John. PPG Taking over Ditzler had nothing to do with the discontinuing of Lacquer paint. Lacquer paints produce to high a level of VOC's and cannot be made to meat the EPA standards. Yes, it is still available to taxidermist in small quantities. But like Freon as a blowing agent in forms. They will eventually get around to complete discontinuation of lacquer.
Shawn, If you want the top gloss George Is right. You will Have to go to a two part Urethane. The Nason That Joe recommended. Is a good choice for the beginner, and posibly even a seasoned pro. It is relatively inexpensive, In comparison to others. and will produce a nice gloss. However Allow me to correct the mix ratio. It is 4 to 1. If mixed 3 to 1 it will be too thick, and will not spray as well.
As for humidity. Though a factor, most problems in that area can be overcome by selecting the appropriate activator for the conditions you are working in.

The age old way of doing things

This response submitted by Frank E Kotula on 02/28/2004 at 06:34. ( )

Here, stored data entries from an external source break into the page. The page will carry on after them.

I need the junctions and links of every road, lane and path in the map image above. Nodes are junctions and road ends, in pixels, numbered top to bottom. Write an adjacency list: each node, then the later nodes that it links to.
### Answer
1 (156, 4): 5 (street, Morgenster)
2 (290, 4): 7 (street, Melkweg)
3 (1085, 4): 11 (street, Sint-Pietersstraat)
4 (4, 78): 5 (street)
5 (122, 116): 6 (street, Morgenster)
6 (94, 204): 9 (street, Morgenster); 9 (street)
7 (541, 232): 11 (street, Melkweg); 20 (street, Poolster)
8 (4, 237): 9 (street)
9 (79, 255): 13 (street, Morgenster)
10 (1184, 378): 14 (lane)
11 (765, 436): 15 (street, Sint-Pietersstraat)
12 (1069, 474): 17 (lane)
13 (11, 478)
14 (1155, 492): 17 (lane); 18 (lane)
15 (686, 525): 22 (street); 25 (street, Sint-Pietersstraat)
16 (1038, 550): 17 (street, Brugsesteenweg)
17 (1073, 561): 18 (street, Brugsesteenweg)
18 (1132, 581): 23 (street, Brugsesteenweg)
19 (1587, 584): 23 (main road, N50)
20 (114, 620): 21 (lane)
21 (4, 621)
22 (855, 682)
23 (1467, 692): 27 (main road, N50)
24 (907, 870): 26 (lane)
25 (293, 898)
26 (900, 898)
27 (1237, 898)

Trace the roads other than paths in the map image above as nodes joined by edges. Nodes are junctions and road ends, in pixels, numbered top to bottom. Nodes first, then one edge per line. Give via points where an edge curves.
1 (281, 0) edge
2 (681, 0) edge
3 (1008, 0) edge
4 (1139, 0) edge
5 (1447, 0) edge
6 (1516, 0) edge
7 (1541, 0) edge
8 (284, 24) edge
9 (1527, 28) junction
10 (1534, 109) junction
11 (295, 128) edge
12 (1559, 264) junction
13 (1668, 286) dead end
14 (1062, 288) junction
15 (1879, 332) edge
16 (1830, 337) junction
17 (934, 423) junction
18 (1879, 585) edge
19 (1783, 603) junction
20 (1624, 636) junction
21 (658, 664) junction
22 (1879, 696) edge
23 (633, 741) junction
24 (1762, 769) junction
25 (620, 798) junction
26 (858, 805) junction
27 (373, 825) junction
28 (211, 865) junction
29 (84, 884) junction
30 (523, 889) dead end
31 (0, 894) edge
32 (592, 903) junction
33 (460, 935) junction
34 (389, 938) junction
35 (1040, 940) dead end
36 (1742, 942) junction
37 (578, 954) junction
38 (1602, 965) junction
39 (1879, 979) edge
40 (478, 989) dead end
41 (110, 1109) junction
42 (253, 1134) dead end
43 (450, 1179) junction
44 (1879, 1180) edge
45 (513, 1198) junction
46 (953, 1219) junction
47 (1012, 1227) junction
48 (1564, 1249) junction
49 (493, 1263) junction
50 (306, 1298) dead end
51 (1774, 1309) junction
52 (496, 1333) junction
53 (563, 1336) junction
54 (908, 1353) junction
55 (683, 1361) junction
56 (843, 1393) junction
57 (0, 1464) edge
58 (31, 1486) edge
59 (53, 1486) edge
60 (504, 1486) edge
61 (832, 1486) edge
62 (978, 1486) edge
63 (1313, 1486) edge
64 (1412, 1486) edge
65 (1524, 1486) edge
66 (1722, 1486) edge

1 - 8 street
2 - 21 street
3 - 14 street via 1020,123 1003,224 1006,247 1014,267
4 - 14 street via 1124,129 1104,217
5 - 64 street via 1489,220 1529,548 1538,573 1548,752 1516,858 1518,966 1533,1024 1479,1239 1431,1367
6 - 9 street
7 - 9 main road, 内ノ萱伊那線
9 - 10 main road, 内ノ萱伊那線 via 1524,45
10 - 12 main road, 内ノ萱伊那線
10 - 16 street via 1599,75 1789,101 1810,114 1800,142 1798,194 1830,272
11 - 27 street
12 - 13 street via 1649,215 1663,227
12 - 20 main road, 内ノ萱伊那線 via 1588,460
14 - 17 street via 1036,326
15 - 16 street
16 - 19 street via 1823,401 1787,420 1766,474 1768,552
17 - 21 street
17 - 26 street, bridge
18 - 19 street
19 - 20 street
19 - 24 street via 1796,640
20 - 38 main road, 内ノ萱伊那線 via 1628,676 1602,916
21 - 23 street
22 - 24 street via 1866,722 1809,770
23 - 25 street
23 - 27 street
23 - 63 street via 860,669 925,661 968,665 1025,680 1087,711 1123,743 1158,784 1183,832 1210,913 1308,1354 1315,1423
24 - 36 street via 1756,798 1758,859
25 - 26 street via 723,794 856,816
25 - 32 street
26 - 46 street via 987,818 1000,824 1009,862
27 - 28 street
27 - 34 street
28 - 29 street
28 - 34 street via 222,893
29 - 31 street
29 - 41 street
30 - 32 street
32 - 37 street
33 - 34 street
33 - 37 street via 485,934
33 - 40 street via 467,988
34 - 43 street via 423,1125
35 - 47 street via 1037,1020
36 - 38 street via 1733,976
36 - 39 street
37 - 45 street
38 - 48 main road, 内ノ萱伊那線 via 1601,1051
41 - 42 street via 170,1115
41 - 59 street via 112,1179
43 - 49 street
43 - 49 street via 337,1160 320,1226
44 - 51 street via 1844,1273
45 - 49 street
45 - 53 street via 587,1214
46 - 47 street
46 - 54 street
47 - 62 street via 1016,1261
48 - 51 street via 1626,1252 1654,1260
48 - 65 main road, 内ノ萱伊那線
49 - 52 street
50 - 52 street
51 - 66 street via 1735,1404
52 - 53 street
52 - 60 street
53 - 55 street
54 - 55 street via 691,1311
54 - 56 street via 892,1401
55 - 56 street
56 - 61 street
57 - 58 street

John and who ever thinks that a sealer is need to get a great finish is so wrong. Those of you who seen my fish at the two major shows can you tell me to my face or on here that I have a sealer on those fish. NONE of them have a sealer at all on them..............
I don't seal any fish to get any kind of finish that you think I have to do or others to get a good shine.
If a fish is cleaned properly that's all that is needed to paint a fish. Whether you like it or not or just can't admit it to the fact that you don't need a sealer to achive your goal. How many seal there reproduction fish? I don't. No need to.
There are so many tecneques out there on how to do things so lets just say there is more than one way to skin a fish and still top quality work from it.
Yes John that may be the way you feel but the truth is and I have proved it and so have many others besides me that you don't have to seal to get a high gloss fish.
One other thing John, you were at the NTA show and said you seen the show Gary put on and the way we we're doing a fish, those fish are not sealed when they are worked on.